Ricordo la prima sera passata insieme, nella mia stanza. Finalmente dopo un
lungo corteggiamento potevo tenerla stretta tra le mie mani: e fu subito amore,
di quello serio, che dura ormai da oltre quarant’anni.
“Ma che c..zo fai?” mi
urla Italo nelle orecchie, “Sei fuori rotta, non lo vedi?”, e io “Ok, scusa, mi
ero distratto un attimo!”
Per la notte organizziamo i turni
di guardia con lo scopo di evitare le navi traghetto e da crociera dirette o
provenienti quasi tutte da Corfù o Igoumenitsa, importante scalo della Grecia
continentale. Il primo turno fino alle due della notte tocca a Barbara, Sandro
e Mauro, a cui diamo il cambio con puntualità il califfo ed io. Intanto si
mette un bel vento sui venti nodi da nord est che ci gonfia la vela di prua
facendoci avanzare senza troppi problemi sul mare ormai formato, ma rischiarato
dalla luce della luna piena. Fa freddo e bisogna coprirsi adeguatamente. Ma
anche così “lo veleggiar m’è dolce in questo mar”. Incrociamo una diecina di
traghetti che, quando spuntano all’orizzonte, appaiono come un solo punto
luminoso che si fa sempre più grande, mentre cerchiamo di capirne la direzione.

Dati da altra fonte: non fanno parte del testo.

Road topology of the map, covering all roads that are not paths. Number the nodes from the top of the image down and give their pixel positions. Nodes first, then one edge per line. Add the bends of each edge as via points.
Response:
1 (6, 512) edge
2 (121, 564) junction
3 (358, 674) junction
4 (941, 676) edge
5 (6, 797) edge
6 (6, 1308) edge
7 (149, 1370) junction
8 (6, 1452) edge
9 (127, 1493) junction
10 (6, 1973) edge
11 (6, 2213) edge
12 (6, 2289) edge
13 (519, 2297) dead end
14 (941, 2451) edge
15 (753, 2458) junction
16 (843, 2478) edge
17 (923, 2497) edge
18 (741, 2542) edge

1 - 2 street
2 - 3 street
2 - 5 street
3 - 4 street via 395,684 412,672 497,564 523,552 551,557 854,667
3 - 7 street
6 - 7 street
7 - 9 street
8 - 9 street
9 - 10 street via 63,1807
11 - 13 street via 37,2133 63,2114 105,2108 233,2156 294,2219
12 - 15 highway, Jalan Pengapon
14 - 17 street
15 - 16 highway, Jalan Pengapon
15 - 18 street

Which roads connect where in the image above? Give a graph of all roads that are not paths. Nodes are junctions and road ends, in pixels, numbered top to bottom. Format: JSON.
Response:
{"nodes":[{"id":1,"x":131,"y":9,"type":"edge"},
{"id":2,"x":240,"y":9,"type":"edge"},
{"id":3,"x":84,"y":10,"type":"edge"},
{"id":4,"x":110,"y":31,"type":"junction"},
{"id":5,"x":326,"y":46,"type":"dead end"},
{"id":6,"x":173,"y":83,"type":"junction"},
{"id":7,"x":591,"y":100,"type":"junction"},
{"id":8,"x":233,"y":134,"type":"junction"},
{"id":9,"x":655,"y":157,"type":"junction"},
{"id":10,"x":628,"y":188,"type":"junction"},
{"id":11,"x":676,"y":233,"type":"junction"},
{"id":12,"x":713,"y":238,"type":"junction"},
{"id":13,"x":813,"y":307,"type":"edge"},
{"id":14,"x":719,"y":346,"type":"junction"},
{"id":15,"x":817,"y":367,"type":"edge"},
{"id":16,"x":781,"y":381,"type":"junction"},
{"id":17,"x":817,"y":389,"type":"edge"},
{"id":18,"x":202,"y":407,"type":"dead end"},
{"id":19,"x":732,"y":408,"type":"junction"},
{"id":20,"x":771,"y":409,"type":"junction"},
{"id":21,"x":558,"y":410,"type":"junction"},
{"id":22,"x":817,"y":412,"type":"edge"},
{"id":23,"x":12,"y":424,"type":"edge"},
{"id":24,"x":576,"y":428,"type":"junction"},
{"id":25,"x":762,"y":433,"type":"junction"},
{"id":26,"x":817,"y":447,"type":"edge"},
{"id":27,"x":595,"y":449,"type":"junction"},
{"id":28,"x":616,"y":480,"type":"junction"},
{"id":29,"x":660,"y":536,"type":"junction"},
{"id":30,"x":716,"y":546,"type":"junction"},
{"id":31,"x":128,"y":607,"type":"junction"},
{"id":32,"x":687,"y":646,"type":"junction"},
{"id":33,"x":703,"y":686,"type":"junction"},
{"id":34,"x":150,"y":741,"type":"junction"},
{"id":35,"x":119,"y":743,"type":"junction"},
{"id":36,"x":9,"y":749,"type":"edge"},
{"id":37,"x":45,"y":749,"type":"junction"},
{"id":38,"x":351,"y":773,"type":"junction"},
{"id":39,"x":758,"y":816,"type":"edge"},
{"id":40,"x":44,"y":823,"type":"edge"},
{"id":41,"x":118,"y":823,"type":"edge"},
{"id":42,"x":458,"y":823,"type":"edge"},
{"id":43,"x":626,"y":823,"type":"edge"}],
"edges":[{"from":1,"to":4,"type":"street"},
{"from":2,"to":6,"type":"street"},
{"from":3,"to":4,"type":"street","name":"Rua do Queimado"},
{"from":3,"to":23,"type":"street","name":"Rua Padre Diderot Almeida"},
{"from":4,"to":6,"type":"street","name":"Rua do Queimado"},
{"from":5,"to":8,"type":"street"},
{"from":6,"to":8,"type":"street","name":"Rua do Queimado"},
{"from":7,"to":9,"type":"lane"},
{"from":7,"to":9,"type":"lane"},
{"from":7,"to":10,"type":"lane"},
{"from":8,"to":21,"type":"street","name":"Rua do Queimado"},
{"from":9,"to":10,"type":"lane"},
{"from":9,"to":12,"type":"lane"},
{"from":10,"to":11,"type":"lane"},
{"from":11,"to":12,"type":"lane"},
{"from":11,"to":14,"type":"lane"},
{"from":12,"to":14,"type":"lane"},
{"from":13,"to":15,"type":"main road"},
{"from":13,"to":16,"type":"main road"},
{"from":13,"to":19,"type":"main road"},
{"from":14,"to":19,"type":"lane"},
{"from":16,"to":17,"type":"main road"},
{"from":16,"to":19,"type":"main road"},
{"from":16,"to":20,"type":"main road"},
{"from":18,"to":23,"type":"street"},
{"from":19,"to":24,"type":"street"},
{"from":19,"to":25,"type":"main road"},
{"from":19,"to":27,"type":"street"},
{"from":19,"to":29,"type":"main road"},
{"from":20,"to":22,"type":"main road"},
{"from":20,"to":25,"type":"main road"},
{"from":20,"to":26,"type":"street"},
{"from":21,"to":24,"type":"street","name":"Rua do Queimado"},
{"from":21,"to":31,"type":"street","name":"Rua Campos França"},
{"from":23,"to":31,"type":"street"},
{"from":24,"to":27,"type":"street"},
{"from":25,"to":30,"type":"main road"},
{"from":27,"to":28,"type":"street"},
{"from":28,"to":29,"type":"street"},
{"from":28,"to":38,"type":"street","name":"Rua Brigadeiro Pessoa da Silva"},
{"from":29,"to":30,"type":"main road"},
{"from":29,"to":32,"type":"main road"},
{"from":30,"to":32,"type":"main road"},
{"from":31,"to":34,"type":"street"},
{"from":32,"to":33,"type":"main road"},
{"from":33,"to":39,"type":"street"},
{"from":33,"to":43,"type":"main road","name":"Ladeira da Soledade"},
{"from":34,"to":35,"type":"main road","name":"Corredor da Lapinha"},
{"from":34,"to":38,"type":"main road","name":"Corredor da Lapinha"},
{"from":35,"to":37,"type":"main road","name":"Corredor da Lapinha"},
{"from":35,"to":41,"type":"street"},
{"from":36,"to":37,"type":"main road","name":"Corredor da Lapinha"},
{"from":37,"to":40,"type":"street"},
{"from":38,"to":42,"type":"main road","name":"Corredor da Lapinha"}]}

Fino a quando ti passa vicino, rivelandosi per quello che è realmente: un
palazzo galleggiante lungo 100/150 metri, alto come un edificio di sette, otto
piani, per capire la differenza di volume che passa tra di noi, basta guardare
la loro più piccola scialuppa di salvataggio. Ebbene: quella siamo noi. Intanto
si è fatto chiaro e sulla nostra destra ci appare l’isola di Otoni: è quella di
un gruppo di tre isole situato più a nord di Corfù e della Grecia, nonché la
più vicina all’Italia.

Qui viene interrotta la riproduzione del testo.